Task description: Return all lines below containing the word "roads".

[Stored data entries]

----

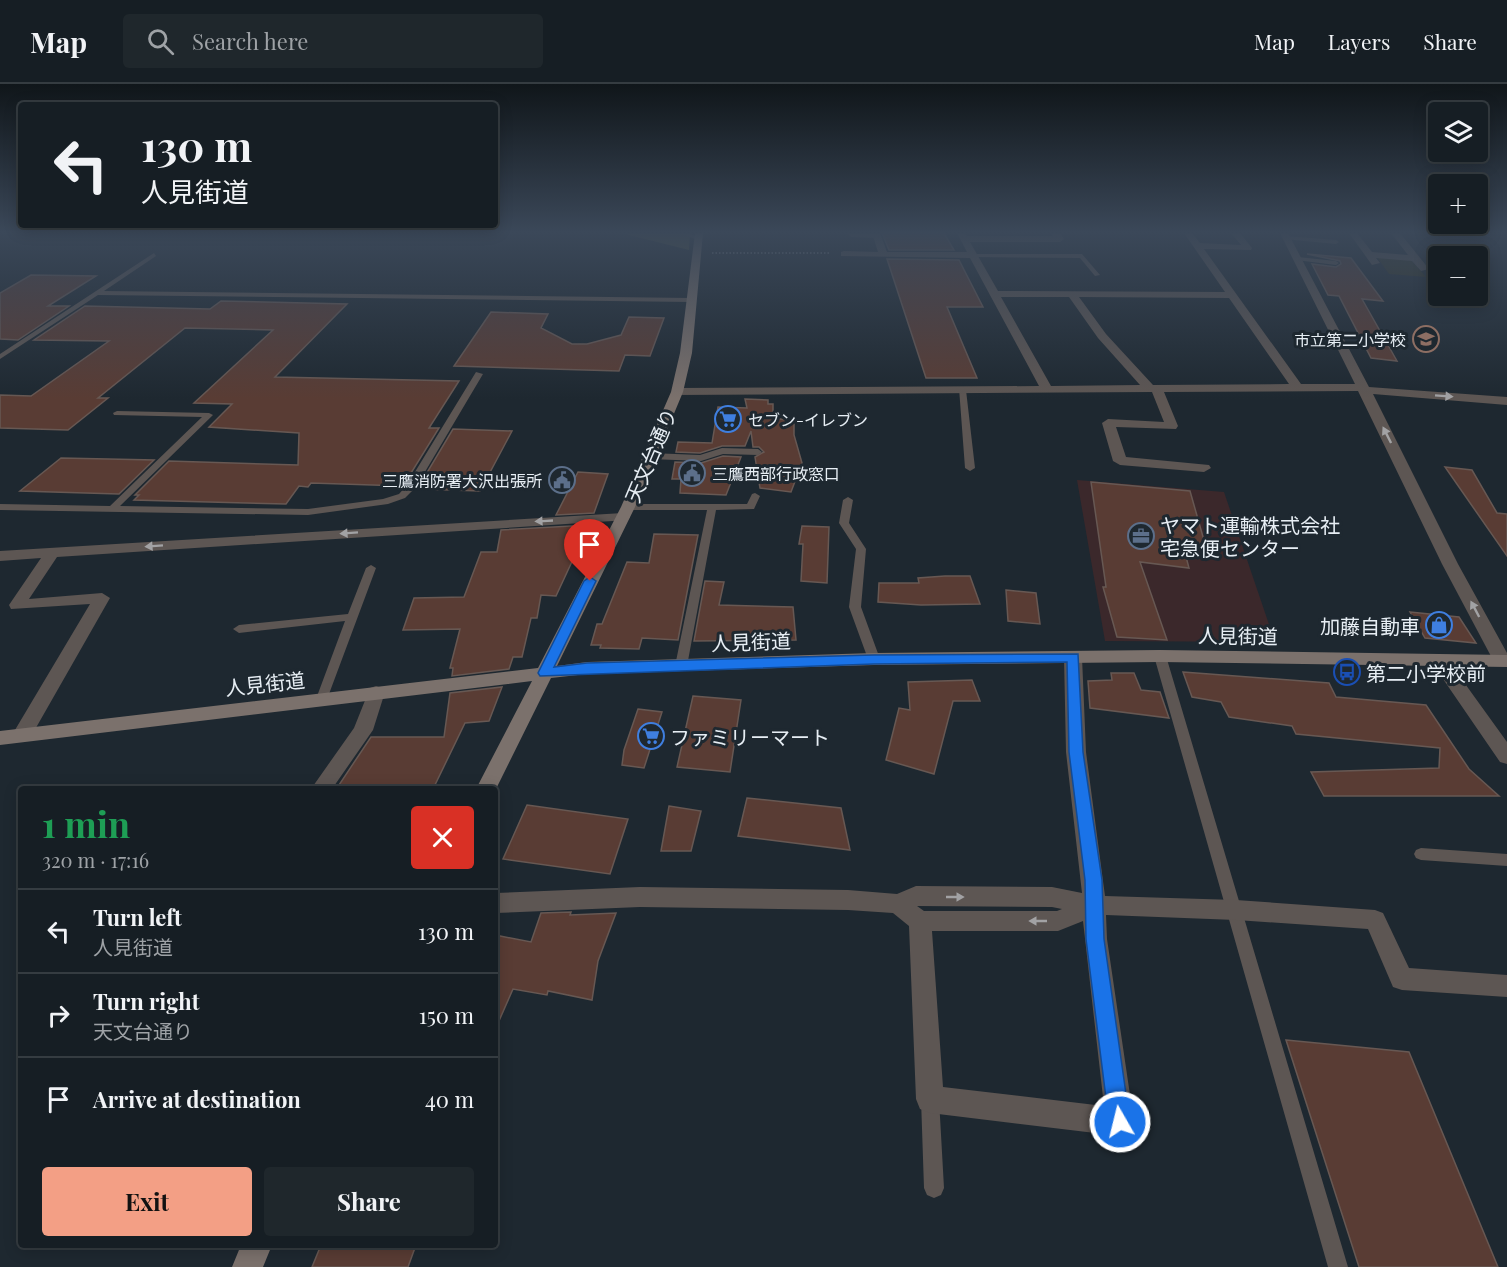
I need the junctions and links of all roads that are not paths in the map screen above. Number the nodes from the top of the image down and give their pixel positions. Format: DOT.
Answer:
graph roads {
  1 [pos="105,288"];
  2 [pos="692,288"];
  3 [pos="992,288"];
  4 [pos="1228,288"];
  5 [pos="1313,288"];
  6 [pos="98,293"];
  7 [pos="995,294"];
  8 [pos="1072,294"];
  9 [pos="1233,295"];
  10 [pos="691,300"];
  11 [pos="1,356"];
  12 [pos="479,374"];
  13 [pos="1297,387"];
  14 [pos="1153,388"];
  15 [pos="1047,389"];
  16 [pos="1364,389"];
  17 [pos="962,390"];
  18 [pos="677,392"];
  19 [pos="1507,401"];
  20 [pos="117,413"];
  21 [pos="758,452"];
  22 [pos="650,456"];
  23 [pos="970,468"];
  24 [pos="1204,468"];
  25 [pos="755,496"];
  26 [pos="848,500"];
  27 [pos="0,507"];
  28 [pos="712,508"];
  29 [pos="112,509"];
  30 [pos="626,512"];
  31 [pos="52,553"];
  32 [pos="0,556"];
  33 [pos="371,568"];
  34 [pos="352,617"];
  35 [pos="239,629"];
  36 [pos="1073,657"];
  37 [pos="1160,657"];
  38 [pos="874,659"];
  39 [pos="1439,660"];
  40 [pos="1505,661"];
  41 [pos="681,666"];
  42 [pos="544,673"];
  43 [pos="376,692"];
  44 [pos="322,699"];
  45 [pos="22,735"];
  46 [pos="0,738"];
  47 [pos="1507,757"];
  48 [pos="323,786"];
  49 [pos="488,786"];
  50 [pos="1421,854"];
  51 [pos="1507,860"];
  52 [pos="498,903"];
  53 [pos="898,904"];
  54 [pos="1094,905"];
  55 [pos="1236,910"];
  56 [pos="920,921"];
  57 [pos="1507,986"];
  58 [pos="930,1099"];
  59 [pos="934,1188"];
  60 [pos="256,1248"];
  61 [pos="247,1267"];
  62 [pos="1338,1267"];
  1 -- 6 [label="lane"];
  2 -- 10 [label="main road, 天文台通り"];
  3 -- 7 [label="street"];
  4 -- 9 [label="street"];
  5 -- 16 [label="street"];
  6 -- 10 [label="lane"];
  6 -- 11 [label="lane"];
  7 -- 8 [label="street"];
  7 -- 15 [label="street"];
  8 -- 9 [label="street"];
  8 -- 14 [label="street"];
  9 -- 13 [label="street"];
  10 -- 18 [label="main road, 天文台通り"];
  12 -- 29 [label="lane"];
  13 -- 14 [label="street"];
  13 -- 16 [label="street"];
  14 -- 15 [label="street"];
  14 -- 24 [label="street"];
  15 -- 17 [label="street"];
  16 -- 19 [label="street, one-way"];
  40 -- 16 [label="street, one-way"];
  17 -- 18 [label="street"];
  17 -- 23 [label="lane"];
  18 -- 22 [label="main road, 天文台通り"];
  20 -- 29 [label="lane"];
  21 -- 22 [label="lane"];
  22 -- 30 [label="main road, 天文台通り"];
  25 -- 28 [label="lane"];
  26 -- 38 [label="lane"];
  27 -- 29 [label="lane"];
  28 -- 30 [label="lane"];
  28 -- 41 [label="lane"];
  30 -- 31 [label="street, one-way"];
  30 -- 42 [label="main road, 天文台通り"];
  31 -- 32 [label="street"];
  31 -- 45 [label="street"];
  33 -- 34 [label="lane"];
  34 -- 35 [label="lane"];
  34 -- 44 [label="lane"];
  36 -- 37 [label="main road, 人見街道"];
  36 -- 38 [label="main road, 人見街道"];
  36 -- 54 [label="street"];
  37 -- 39 [label="main road, 人見街道"];
  37 -- 55 [label="lane"];
  38 -- 41 [label="main road, 人見街道"];
  39 -- 40 [label="main road, 人見街道"];
  39 -- 47 [label="street"];
  41 -- 42 [label="main road, 人見街道"];
  42 -- 43 [label="main road, 人見街道"];
  42 -- 49 [label="main road, 天文台通り"];
  43 -- 44 [label="main road, 人見街道"];
  43 -- 48 [label="street"];
  44 -- 45 [label="main road, 人見街道"];
  45 -- 46 [label="main road, 人見街道"];
  50 -- 51 [label="lane"];
  52 -- 53 [label="street"];
  53 -- 54 [label="street, one-way"];
  53 -- 56 [label="street"];
  54 -- 55 [label="street"];
  54 -- 56 [label="street, one-way"];
  54 -- 58 [label="street"];
  55 -- 57 [label="street"];
  55 -- 62 [label="lane"];
  56 -- 58 [label="street"];
  58 -- 59 [label="lane"];
  60 -- 61 [label="main road"];
}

----

Result for this task:
I need the junctions and links of all roads that are not paths in the map screen above. Number the nodes from the top of the image down and give their pixel positions. Format: DOT.
graph roads {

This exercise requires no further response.